> **Aim of the task**
Read through the data below and state how many of its lines contain the word "place", adding nothing.

+++ Dataset

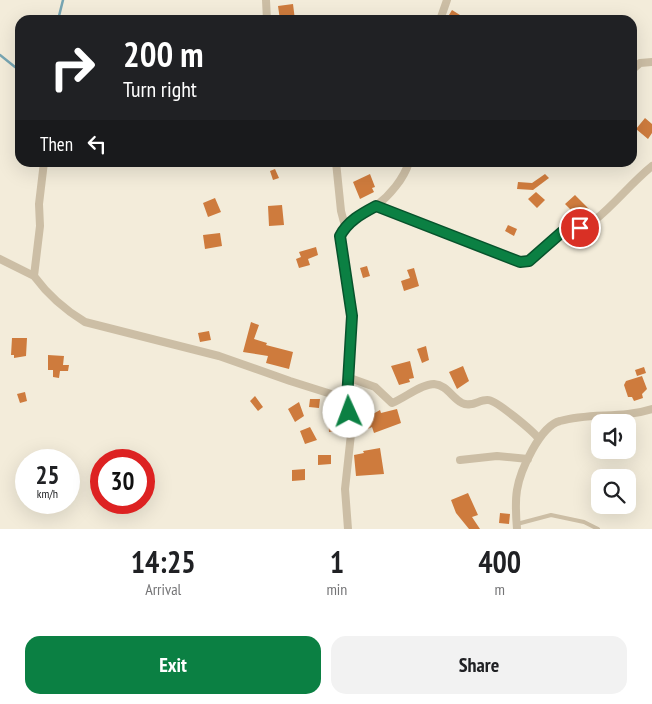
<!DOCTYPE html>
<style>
:root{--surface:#fff;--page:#f2f2f2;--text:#202124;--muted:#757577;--accent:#0b8043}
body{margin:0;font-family:"PT Sans Narrow",sans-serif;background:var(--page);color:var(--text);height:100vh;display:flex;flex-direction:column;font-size:19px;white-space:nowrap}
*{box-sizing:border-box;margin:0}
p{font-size:16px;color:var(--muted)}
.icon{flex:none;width:28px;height:28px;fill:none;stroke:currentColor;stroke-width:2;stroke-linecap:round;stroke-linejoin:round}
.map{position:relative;height:529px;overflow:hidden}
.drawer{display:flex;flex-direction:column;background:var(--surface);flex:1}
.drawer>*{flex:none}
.hud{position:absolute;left:15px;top:15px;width:622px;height:152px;border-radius:15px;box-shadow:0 5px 20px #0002;background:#202124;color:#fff;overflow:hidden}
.buttons{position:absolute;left:591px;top:414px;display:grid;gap:10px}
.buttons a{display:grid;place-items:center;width:45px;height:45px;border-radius:10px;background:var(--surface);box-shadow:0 5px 20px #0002;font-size:25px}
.speed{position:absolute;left:15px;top:449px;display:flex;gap:10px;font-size:25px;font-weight:700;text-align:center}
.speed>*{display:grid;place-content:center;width:65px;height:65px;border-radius:50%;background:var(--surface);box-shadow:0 5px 20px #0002;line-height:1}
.speed small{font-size:12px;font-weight:400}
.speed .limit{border:8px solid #d22;background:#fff;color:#111}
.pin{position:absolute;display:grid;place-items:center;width:42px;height:42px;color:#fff;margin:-21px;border:2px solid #fff;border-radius:50%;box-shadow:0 1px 5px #0007}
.me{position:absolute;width:55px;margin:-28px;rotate:358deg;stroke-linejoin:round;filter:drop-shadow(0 0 4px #0008)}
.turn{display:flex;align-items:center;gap:18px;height:105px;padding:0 25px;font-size:22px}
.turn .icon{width:65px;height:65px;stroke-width:2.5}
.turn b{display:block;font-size:35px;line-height:42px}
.then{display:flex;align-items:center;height:48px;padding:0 25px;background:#0003;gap:10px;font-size:19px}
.eta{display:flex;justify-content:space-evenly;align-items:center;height:85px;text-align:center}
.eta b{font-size:30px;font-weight:600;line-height:35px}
.cta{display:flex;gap:10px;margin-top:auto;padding:10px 25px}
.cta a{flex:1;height:58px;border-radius:15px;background:var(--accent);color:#fff;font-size:20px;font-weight:600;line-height:58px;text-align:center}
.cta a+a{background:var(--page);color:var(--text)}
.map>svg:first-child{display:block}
</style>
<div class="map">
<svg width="652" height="529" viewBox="0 0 652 529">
<rect width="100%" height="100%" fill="#f3ecda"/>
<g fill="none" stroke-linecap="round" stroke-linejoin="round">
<path stroke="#77a5b2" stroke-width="2.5" d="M58,20l5,-20
M0,55l15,12h5"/>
</g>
<path fill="#ce7b3d" d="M293,4l2,16h-15l-2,-14z
M452,10l16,10h-22z
M645,118l7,6v9l-4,6 -12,-10z
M275,169l4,9 -6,2 -3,-9z
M370,174l5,13 -3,1 2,4 -14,7 -7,-17z
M545,174l4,4 -16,12 -16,-1 1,-7 14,1z
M536,192l9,8 -8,8 -9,-9z
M575,195l14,14 -13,12 -12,3 -2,-6 13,-4 -10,-10z
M215,198l6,14 -13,5 -5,-14z
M282,205l2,20 -15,1 -1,-20z
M508,225l9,4 -3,7 -9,-5z
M220,233l2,13 -17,3 -2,-14z
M316,247l2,8 -10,4 2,6 -11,3 -3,-9 5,-2 -2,-5z
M367,266l3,10 -7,2 -3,-10z
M414,268l5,18 -15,5 -3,-10 9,-3 -3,-8z
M251,322l8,3 -5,14 13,4 -1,2 27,7 -4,17 -23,-6 2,-7 -25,-4z
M209,331l2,9 -11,2 -2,-9z
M12,338h15l-1,18 -12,2v-3h-3z
M426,346l3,14 -7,3 -5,-14z
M48,355l16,1 -1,9h6l-1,6h-8l-1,7 -6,-1v-7h-5z
M410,361l4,17 -5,1 1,3 -11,3 -8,-19z
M463,366l6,15 -12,8 -8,-17z
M644,367l2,6 -9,3 -2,-6z
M642,376l5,13 -5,5 1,4 -9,3 -2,-4h-4l-4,-12 2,-4z
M25,392l2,9 -7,2 -3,-9z
M255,396l8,11 -5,4 -8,-10z
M310,399h10l-1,9 -10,-1z
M299,402l5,14 -9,6 -7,-13z
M397,409l4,14 -27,10 -2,-6 -4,2 -4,-10 16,-9 1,3z
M337,415l2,16 -10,1 -1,-16z
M310,427l7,13 -12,4 -5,-13z
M380,448l4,26 -28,2 -2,-21 10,-2 -1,-2z
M318,455h13v9l-13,1z
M305,469v11l-13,1v-11z
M468,493l10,22 -6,2 8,12h-11l-13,-16 -5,-13z
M500,513l10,1 -1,10 -10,-1z"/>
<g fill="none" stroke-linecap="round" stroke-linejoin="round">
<path stroke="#ccbea5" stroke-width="4" d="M517,524l34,-9 33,7 14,7"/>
<path stroke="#ccbea5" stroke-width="8" d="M266,0l1,20
M440,20l7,-20
M632,70l8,-7 12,-1
M44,162l-5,42 1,22 -6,50c14,19 31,34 51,46l134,34 71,25 57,18
M336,162l5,49 4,15
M376,206l144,56c17,-3 26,-20 40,-29 8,-6 24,-5 36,-14 19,-15 36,-37 56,-53
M0,259l34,17
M350,378l25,9 17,16c13,-5 29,-19 42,-19 13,1 18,14 28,19 9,5 18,-4 26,-3 8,0 45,31 51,39
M460,460l37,-4 31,3
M348,529l-3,-40 7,-64 -5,-26 5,-83 -12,-80c9,-16 22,-19 36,-30 13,-10 28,-27 33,-44
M517,529c-1,-12 -2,-27 0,-39 3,-19 23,-64 43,-69 30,-9 61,-2 92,-12"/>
</g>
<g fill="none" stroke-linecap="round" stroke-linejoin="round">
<g stroke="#07532c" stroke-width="12">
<path id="route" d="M349,412l-2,-13 5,-83 -12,-80c8,-15 21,-22 36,-30l144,56 9,-1 33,-29 18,-4"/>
</g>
<use href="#route" stroke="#0b8043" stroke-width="9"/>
</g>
</svg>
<div class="buttons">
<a><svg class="icon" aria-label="sound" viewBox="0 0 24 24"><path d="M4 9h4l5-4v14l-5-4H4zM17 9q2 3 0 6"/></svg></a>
<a><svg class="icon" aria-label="search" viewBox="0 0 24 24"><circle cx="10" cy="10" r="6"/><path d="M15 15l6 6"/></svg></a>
</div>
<div class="speed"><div>25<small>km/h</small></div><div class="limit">30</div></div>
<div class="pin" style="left:580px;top:228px;background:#d93025"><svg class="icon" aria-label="arrive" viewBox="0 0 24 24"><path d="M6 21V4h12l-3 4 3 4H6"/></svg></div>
<svg class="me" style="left:349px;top:412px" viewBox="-20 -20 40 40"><circle r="19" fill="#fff"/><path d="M0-13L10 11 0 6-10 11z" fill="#0b8043"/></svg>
<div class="hud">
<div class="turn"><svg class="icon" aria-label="right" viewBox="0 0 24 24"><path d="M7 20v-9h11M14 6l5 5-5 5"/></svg><div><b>200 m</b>Turn right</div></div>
<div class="then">Then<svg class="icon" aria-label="left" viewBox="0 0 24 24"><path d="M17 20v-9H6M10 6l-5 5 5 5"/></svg></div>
</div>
</div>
<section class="drawer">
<div class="eta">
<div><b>14:25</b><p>Arrival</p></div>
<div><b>1</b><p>min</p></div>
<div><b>400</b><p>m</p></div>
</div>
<div class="cta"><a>Exit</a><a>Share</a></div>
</section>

++++++

> **Response to the task**
3